Nebez wrote many essays in Arab newspapers in Baghdad about the political, social and human rights of the Kurds. One of these publications, in spring 1954, was a critical article published in "Sawt al-Ahali"(voice of the population) on a press-interview given by Celal Bayar, then expresident of Turkey, during a sojourn in the United States, in which Bayar denied the existence of any other people but Turks in Turkey. During the two years he had taught in Kirkuk, he created the basis for the first physics and mathematics books in the Kurdish language. In 1956, he prepared a stencilized script on Algebra and in 1960, succeeded in publishing the first physics book in Kurdish under the title, "Introduction into the Mechanics and Properties of Matter", including a rich glossary of Kurdish terms pertaining to physics and mathematics. In the course of his sojourn in Damascus, he managed to write a booklet in Arabic on "The Kurdish Freedom Movement and its Aims" in 1957. He published another book in the same year, titled "Kurdish in Latin Script", in Baghdad. He published many books on Kurdish language and he also translated some literary works, including works of Gogol and Shakespeare into Kurdish.

===List of Books===
- Çirokî Gerdaweke "The Tempest". Translation of William Shakespeare's play into Kurdish, Baghdad 1955.
- Lalo Kerim "Uncle Kerim". A Kurdish novel, published in Hewlêr 1956, second edition in Stockholm 1986.
- Xwêndewarî be Zimanî Kurdî "Primary Education in the Kurdish Language". On Problems of Schooling and Learning and How to Solve Them, Baghdad 1957, Second Edition in Stockholm 1987,
- Nusînî Kurdî be Latînî "Writing Kurdish in Latin Letters", Çapxaney Me'arif, Baghdad 1957.
- Wergêran Hunere "Translation is an Art", Sulaimani, Çapxaney Jîn, 1958.
- Palto "The Coat". Translation of Nikolai Gogol's novel into Kurdish, from Arabic and English, Baghdad 1958.

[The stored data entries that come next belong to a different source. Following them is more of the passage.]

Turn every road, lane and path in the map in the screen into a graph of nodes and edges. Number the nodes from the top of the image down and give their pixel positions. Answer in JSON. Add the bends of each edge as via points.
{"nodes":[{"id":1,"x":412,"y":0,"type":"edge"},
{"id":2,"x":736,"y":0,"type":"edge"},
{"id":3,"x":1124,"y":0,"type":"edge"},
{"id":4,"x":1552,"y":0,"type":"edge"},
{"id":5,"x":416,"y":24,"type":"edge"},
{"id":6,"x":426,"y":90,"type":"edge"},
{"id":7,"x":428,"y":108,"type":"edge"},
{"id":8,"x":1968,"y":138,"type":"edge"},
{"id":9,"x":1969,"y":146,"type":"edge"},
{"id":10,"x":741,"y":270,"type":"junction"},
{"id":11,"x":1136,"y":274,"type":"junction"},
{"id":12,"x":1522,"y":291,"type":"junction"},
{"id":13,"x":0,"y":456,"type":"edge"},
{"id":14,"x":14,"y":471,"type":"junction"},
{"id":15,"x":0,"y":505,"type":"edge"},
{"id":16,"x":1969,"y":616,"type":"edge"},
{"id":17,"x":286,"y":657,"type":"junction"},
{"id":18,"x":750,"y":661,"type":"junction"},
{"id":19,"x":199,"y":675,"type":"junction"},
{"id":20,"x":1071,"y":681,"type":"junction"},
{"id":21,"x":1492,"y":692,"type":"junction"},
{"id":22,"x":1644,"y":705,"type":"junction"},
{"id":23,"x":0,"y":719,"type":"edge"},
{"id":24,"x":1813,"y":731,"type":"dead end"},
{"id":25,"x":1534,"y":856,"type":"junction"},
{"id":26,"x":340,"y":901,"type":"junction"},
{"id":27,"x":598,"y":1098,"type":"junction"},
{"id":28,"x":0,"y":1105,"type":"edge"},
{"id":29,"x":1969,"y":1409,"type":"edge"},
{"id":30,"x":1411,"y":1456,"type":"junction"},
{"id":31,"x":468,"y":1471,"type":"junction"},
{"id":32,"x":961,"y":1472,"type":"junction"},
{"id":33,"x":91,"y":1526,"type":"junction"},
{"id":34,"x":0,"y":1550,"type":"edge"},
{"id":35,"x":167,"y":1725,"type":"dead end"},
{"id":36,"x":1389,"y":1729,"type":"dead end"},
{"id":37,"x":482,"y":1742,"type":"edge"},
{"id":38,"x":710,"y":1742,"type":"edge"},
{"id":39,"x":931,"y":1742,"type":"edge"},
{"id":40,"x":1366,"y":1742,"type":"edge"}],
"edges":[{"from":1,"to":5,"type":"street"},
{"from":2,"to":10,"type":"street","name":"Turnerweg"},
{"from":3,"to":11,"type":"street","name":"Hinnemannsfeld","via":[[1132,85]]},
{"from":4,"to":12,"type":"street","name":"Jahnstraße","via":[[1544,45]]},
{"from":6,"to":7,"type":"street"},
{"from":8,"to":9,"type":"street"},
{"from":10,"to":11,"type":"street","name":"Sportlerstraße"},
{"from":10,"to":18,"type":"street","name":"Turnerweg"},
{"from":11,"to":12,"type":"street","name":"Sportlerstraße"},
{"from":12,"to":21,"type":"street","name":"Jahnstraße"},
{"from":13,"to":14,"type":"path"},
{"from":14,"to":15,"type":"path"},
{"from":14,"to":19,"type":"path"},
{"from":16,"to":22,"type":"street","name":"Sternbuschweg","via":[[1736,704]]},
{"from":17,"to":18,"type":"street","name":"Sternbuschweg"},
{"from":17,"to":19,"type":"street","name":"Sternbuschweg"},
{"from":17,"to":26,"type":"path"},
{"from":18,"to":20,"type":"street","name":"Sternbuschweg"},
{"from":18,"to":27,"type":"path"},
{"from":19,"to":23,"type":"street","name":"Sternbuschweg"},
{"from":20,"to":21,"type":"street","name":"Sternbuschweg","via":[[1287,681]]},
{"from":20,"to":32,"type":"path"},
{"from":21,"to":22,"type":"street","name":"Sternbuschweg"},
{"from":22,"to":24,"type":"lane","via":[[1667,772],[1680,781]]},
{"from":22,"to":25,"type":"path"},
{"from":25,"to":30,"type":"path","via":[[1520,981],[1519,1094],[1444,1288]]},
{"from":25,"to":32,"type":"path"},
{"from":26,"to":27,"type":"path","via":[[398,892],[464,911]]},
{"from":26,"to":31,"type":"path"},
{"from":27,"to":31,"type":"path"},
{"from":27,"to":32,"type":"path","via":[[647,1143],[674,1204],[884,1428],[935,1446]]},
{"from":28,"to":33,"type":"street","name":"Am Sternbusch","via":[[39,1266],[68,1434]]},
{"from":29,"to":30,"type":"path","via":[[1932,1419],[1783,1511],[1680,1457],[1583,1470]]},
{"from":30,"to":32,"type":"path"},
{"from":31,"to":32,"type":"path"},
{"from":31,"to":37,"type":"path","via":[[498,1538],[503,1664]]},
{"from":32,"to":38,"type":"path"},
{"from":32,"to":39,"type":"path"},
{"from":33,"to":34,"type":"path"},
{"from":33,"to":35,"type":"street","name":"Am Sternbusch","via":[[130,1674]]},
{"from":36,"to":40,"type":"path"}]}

- Seretay Mîkanîk û Xomalekanî Made "Introduction into the mechanics and properties of matter", Baghdad 1960.
- Kurdische Schriftsprache. Eine Chrestomathie moderner Texte. "Kurdish Written Language. A Collection of Modern Texts", Hamburg: Buske Verlag, 1969.

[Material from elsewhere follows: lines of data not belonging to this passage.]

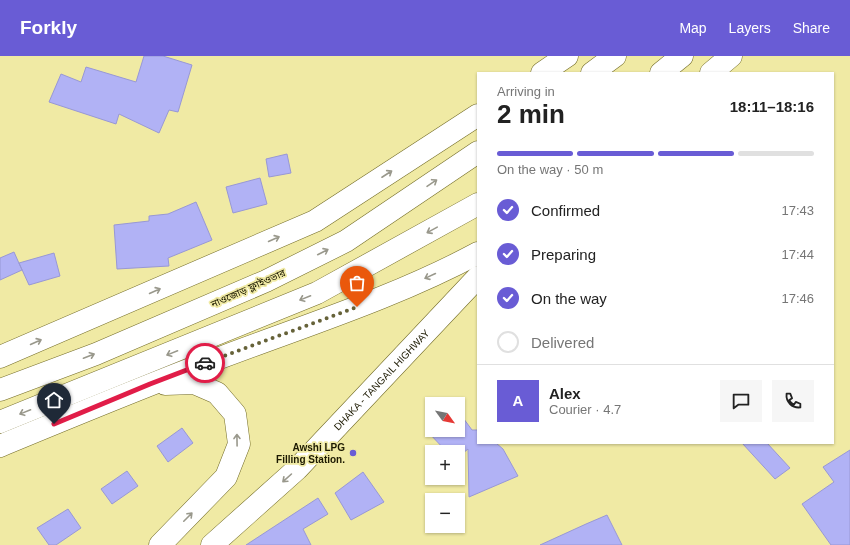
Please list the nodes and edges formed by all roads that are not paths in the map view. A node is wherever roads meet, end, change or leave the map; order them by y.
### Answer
1 (567, 56) edge
2 (615, 56) edge
3 (682, 56) edge
4 (731, 56) edge
5 (543, 72) edge
6 (593, 72) edge
7 (662, 72) edge
8 (712, 72) edge
9 (477, 116) edge
10 (477, 153) edge
11 (477, 205) edge
12 (477, 253) edge
13 (477, 278) edge
14 (0, 357) edge
15 (150, 384) junction
16 (0, 390) edge
17 (0, 422) edge
18 (0, 446) edge
19 (160, 545) edge
20 (212, 545) edge

1 - 5 highway
2 - 6 highway
3 - 7 highway
4 - 8 highway
14 -> 9 highway
16 -> 10 highway, নাওজোড় ফ্লাইওভার
11 -> 17 highway
12 -> 15 highway
13 -> 20 highway, DHAKA - TANGAIL HIGHWAY
15 - 18 highway
19 -> 15 highway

- Sprichwörter und Redensarten aus Kurdistan "Proverbs and Stock Phrases from Kurdistan", Munich, National Union of Kurdish Students in Europe NUKSE, 1970.

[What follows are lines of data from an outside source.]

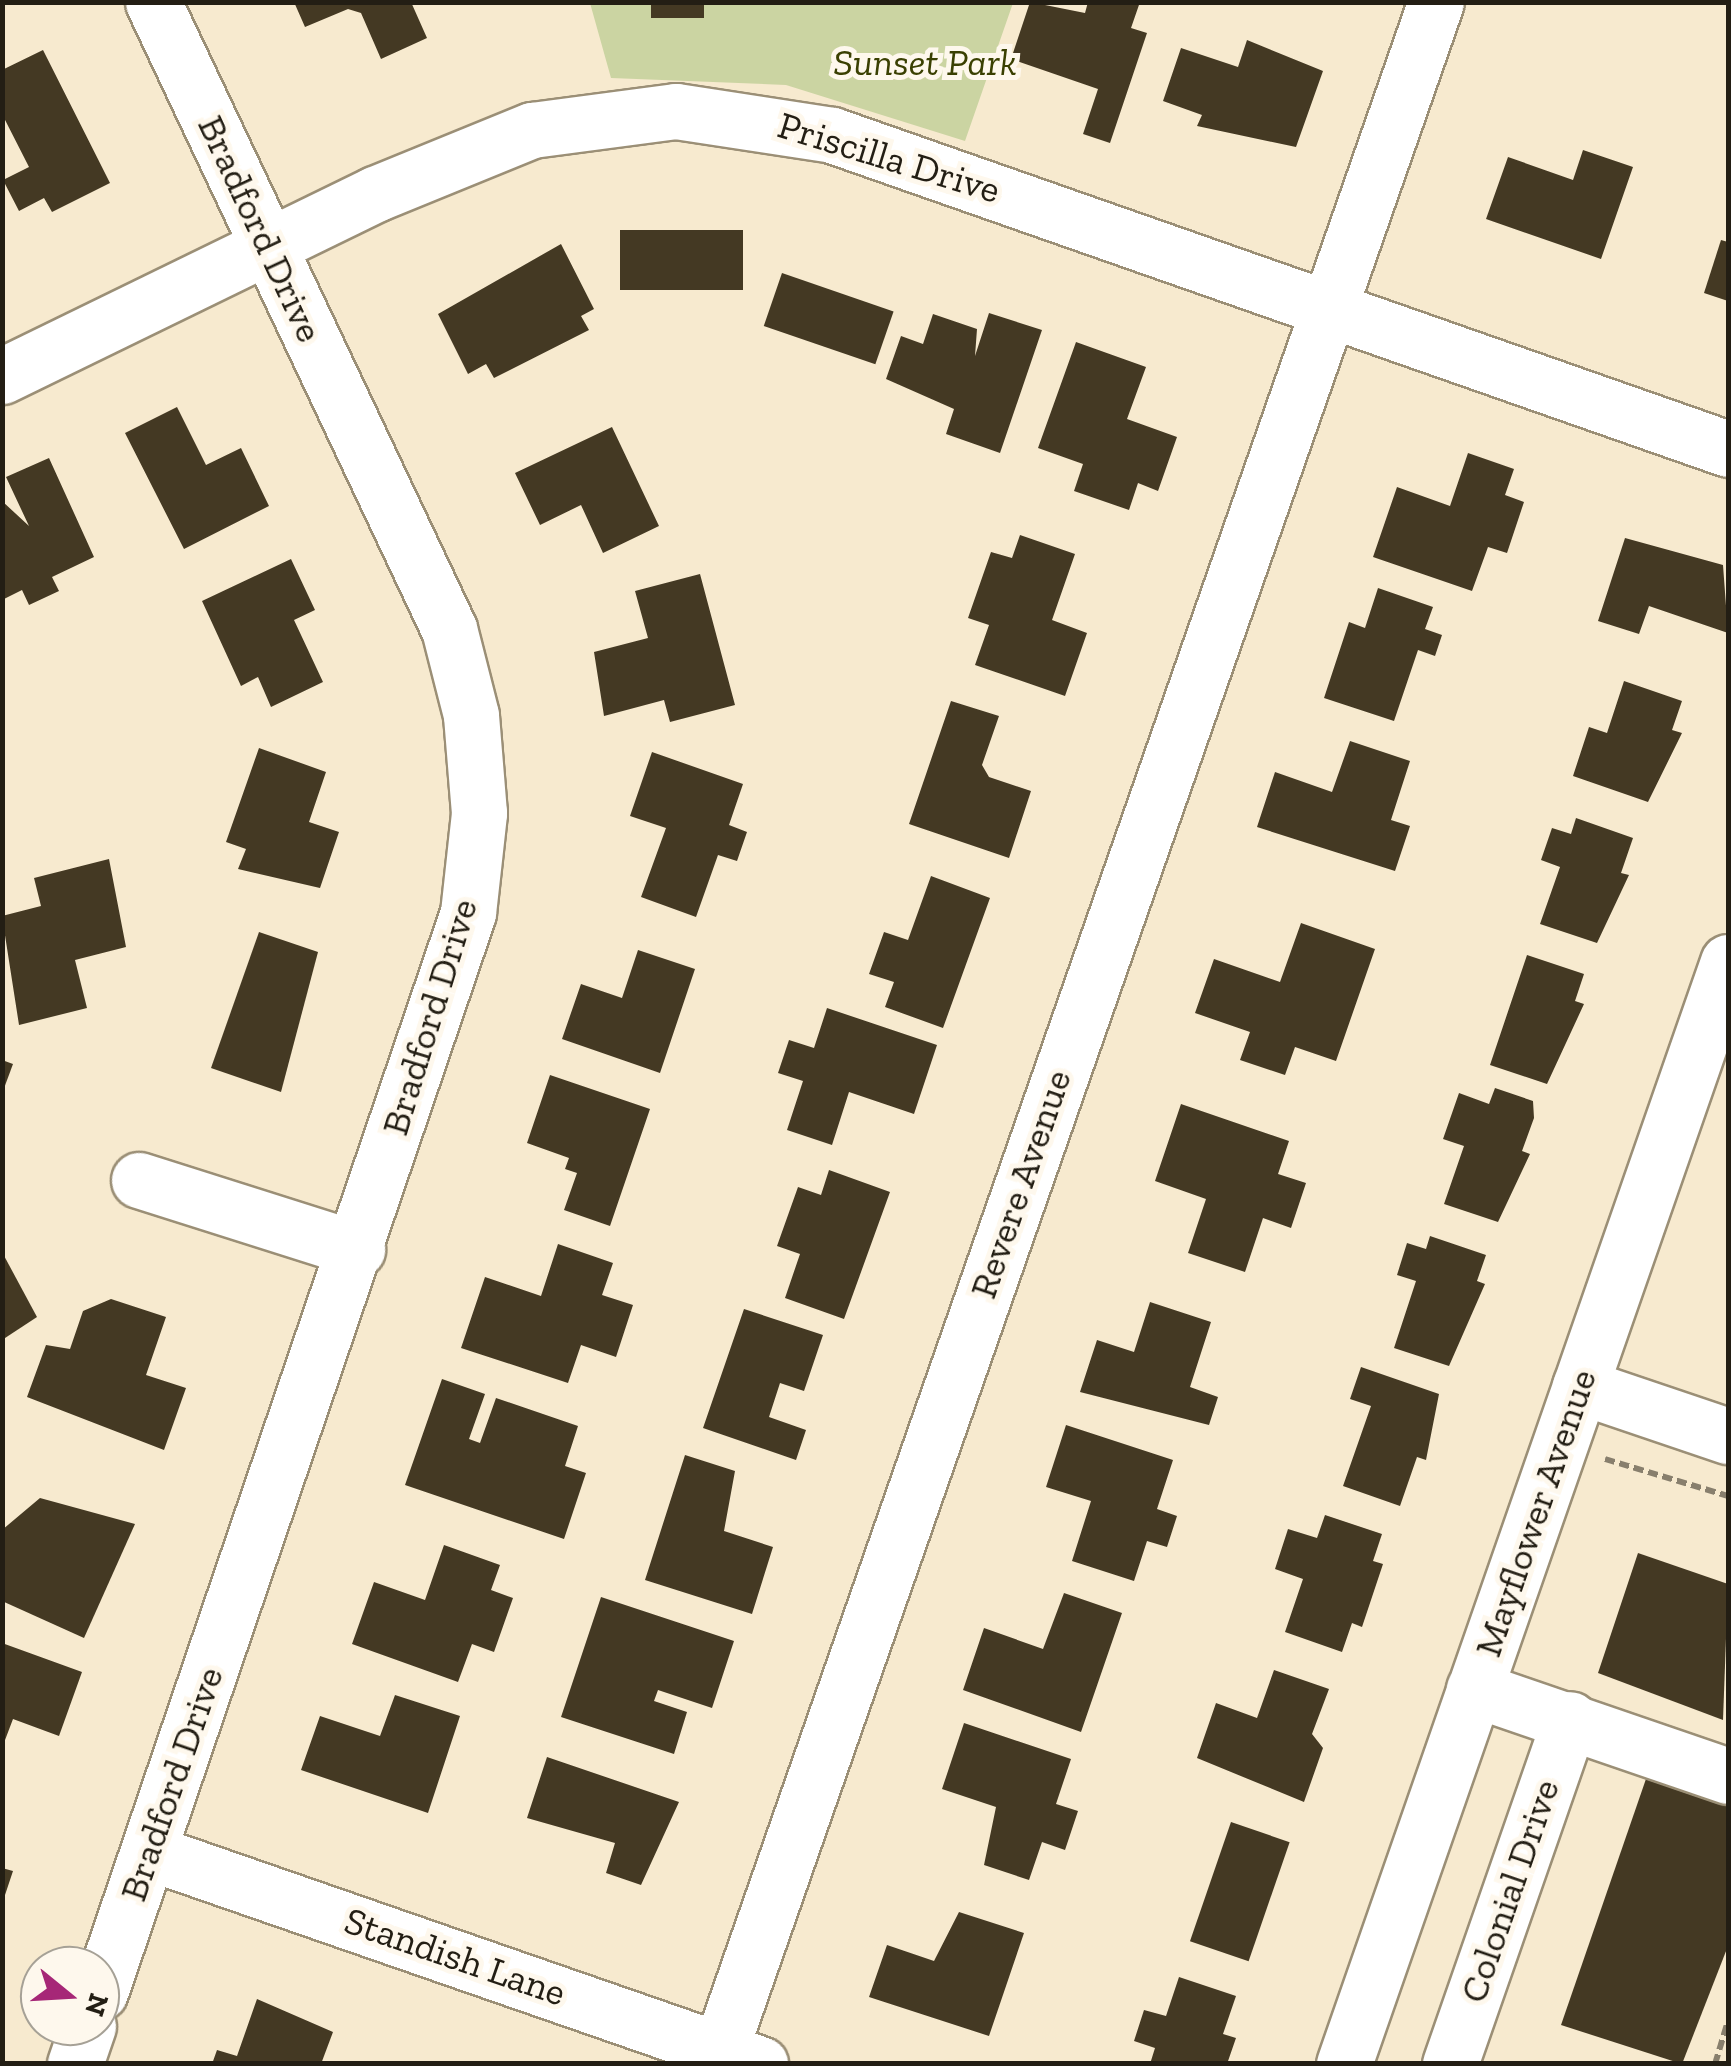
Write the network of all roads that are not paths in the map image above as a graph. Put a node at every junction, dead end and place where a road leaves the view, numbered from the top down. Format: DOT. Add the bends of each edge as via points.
graph roads {
  1 [pos="153,2"];
  2 [pos="1436,2"];
  3 [pos="268,246"];
  4 [pos="1328,305"];
  5 [pos="2,376"];
  6 [pos="1728,449"];
  7 [pos="1728,962"];
  8 [pos="140,1180"];
  9 [pos="356,1249"];
  10 [pos="1580,1386"];
  11 [pos="1728,1436"];
  12 [pos="1474,1689"];
  13 [pos="1570,1719"];
  14 [pos="1728,1776"];
  15 [pos="149,1852"];
  16 [pos="116,1946"];
  17 [pos="732,2059"];
  18 [pos="1344,2064"];
  19 [pos="1450,2064"];
  1 -- 3 [label="street, Bradford Drive"];
  2 -- 4 [label="street, Revere Avenue"];
  3 -- 4 [label="street, Priscilla Drive" via="532,130 676,111 832,135"];
  3 -- 5 [label="street, Priscilla Drive"];
  3 -- 9 [label="street, Bradford Drive" via="448,629 471,714 478,813 468,913"];
  4 -- 6 [label="street, Priscilla Drive"];
  4 -- 17 [label="street, Revere Avenue"];
  7 -- 10 [label="street, Mayflower Avenue"];
  8 -- 9 [label="street"];
  9 -- 15 [label="street, Bradford Drive"];
  10 -- 11 [label="street"];
  10 -- 12 [label="street, Mayflower Avenue"];
  12 -- 13 [label="street"];
  12 -- 18 [label="street, Mayflower Avenue"];
  13 -- 14 [label="street"];
  13 -- 19 [label="street, Colonial Drive"];
  15 -- 16 [label="street, Bradford Drive"];
  15 -- 17 [label="street, Standish Lane"];
}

- Der Kurdische Fürst Mir-i Kora (Rawandizi) im Spiegel der Morgenländischen und Abendländischen Quellen "The Kurdish Prince Mir-i Kora (Rawandizi) in the Light of Oriental and Occidental Sources". A Scientific Contribution to the Kurdish History, Hamburg 1970. Translated into Arabic by Fakhri Salaschor, Publication of the Academy of Science and Art, Stockholm and Hawler 1994.
- Kurdische Märchen und Volkserzählungen "Kurdish Fairytales and Folktales", published by the National Union of Kurdish Students in Europe NUKSE in Bamberg 1972.
- Zimanî Yekgirtûy Kurdî "Towards a Unified Kurdish Language", published by the National Union of Kurdish Students in Europe – NUKSE in Germany 1976. Second Edition by the Seyidiyan Publishing House in Mehabad in 1979.
- Hendêk le Kêşe Binretêkanî Qutabxaney Kurdî Sosiyalizm "Some Fundamental Considerations of the Kurdish School of Socialism", Stockholm 1984. Second Edition published in Hewler 2001.
- Govari Komonistawey ‚Yekêtîy Têkoşîn‘ (1944–1945) û Îdyolojîy Xurdeborjway Marksistî Kurd "The Communist Kurdish Journal „Yekêtîy Têkoşîn“ [Unification of Struggle] in 1944–45 and the Ideology of the Petit Bourgeois-Marxist Kurds", Publication of the Kurdish Academy of Science and Art, Stockholm 1988.
- Rojanî Awareyîm le Swêsre "My Exile in Switzerland", memoirs of a 1962 sojourn in Geneva, published in Sulaimani 1999 by "Binkey Edebî û Ronakbîrî Gelawêj" "Gelawêj Foundation for Literature and Intellectuals".